List of SFF Clichés

To defeat a vast, powerful, unbeatable alien army, simply find and kill the Queen/Controlship/Hive Mind.
Bob's your uncle, one quick clean and mostly painless end to the war.
 
Being differant alone but part of a large comunity you do not feel part of. Your bound to end up a hero and or dead
 
Paige Turner said:
Every explosive device has a red digital countdown display. Which is very handy.

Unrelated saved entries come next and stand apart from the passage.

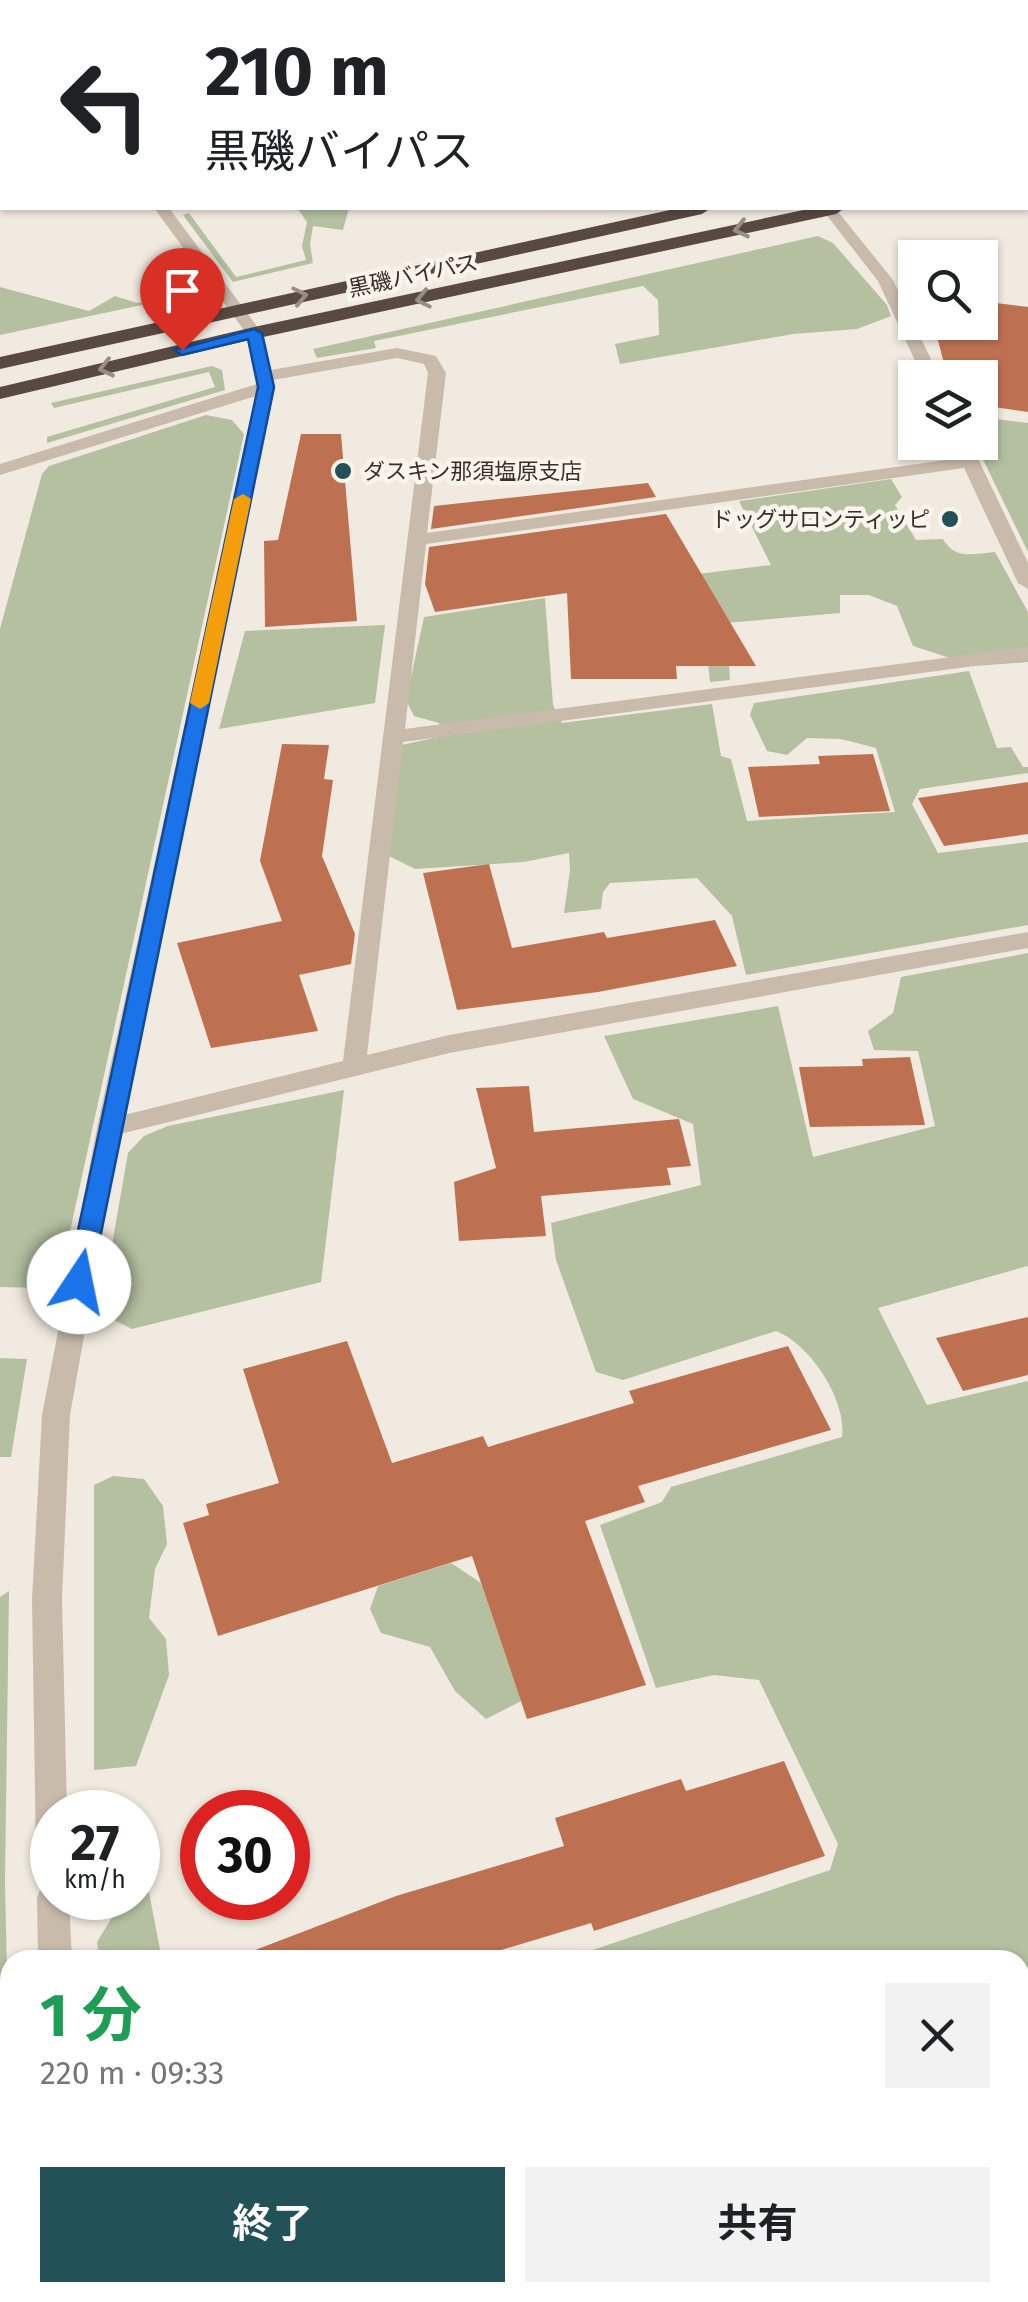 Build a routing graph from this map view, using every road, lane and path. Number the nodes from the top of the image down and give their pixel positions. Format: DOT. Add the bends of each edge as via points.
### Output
graph roads {
  1 [pos="164,210"];
  2 [pos="693,210"];
  3 [pos="823,210"];
  4 [pos="833,210"];
  5 [pos="239,310"];
  6 [pos="254,333"];
  7 [pos="923,360"];
  8 [pos="0,363"];
  9 [pos="266,381"];
  10 [pos="0,393"];
  11 [pos="970,462"];
  12 [pos="0,470"];
  13 [pos="416,540"];
  14 [pos="1028,584"];
  15 [pos="1028,653"];
  16 [pos="392,736"];
  17 [pos="1028,940"];
  18 [pos="354,1067"];
  19 [pos="109,1128"];
  20 [pos="51,1790"];
  21 [pos="54,1920"];
  22 [pos="55,1950"];
  1 -- 5 [label="street"];
  5 -- 2 [label="highway, 黒磯バイパス, one-way"];
  3 -- 6 [label="highway, 黒磯バイパス, one-way"];
  4 -- 7 [label="street" via="885,280"];
  5 -- 6 [label="street"];
  5 -- 8 [label="highway, 黒磯バイパス"];
  6 -- 9 [label="street"];
  6 -- 10 [label="highway, 黒磯バイパス, one-way"];
  9 -- 12 [label="street"];
  9 -- 13 [label="street" via="397,353 430,360 437,373"];
  9 -- 19 [label="street"];
  11 -- 13 [label="street"];
  11 -- 14 [label="street"];
  13 -- 16 [label="street"];
  15 -- 16 [label="street"];
  16 -- 18 [label="street"];
  17 -- 18 [label="street" via="448,1044"];
  18 -- 19 [label="street"];
  19 -- 20 [label="street" via="56,1415 47,1599"];
  21 -- 22 [label="street"];
}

But should you cut the green wire or the red one?
 
The incredibly scientifically advanced alien invaders have inexplicably failed to notice they are alergic to something widely available on Earth, like salt water or no, we can make it garlic, then we can reuse the props from the son of the dust of the bride of…but I digress. This is dicovered by the cute kid (who flings his garlic sausage at the alien war machine in the first reel) but is only noticed by our hero in reel six.. Still, the entire terresrtrial war machine has been brought to its knees before the aliens, who had shrugged off tactical nuclear missiles and aircraft crashing into them, are subjected to ten volunteers with garlic sprays and retreat in confusuion (doubtless muttering “we’ll be back“ in alien as they leave the solar system) :)
 
An alien enemy, hell bent on conquest, thousands of years more advanced than humans attacks Earth. The world is saved by a computer virus written in Java :)

For smegs sake!
 
Fantasy: Pedigree is emphasized. When you have magical powers, it's always inherited. Someone in the character gallery always turns out to be your father, and for some reason, this is crucially relevant to your identity and future actions.
 
It's always the third son, step-child or the seventh child of a seventh child that has some reasonable amount of insight, a good heart, gets the girl and oh yes ... saves the day.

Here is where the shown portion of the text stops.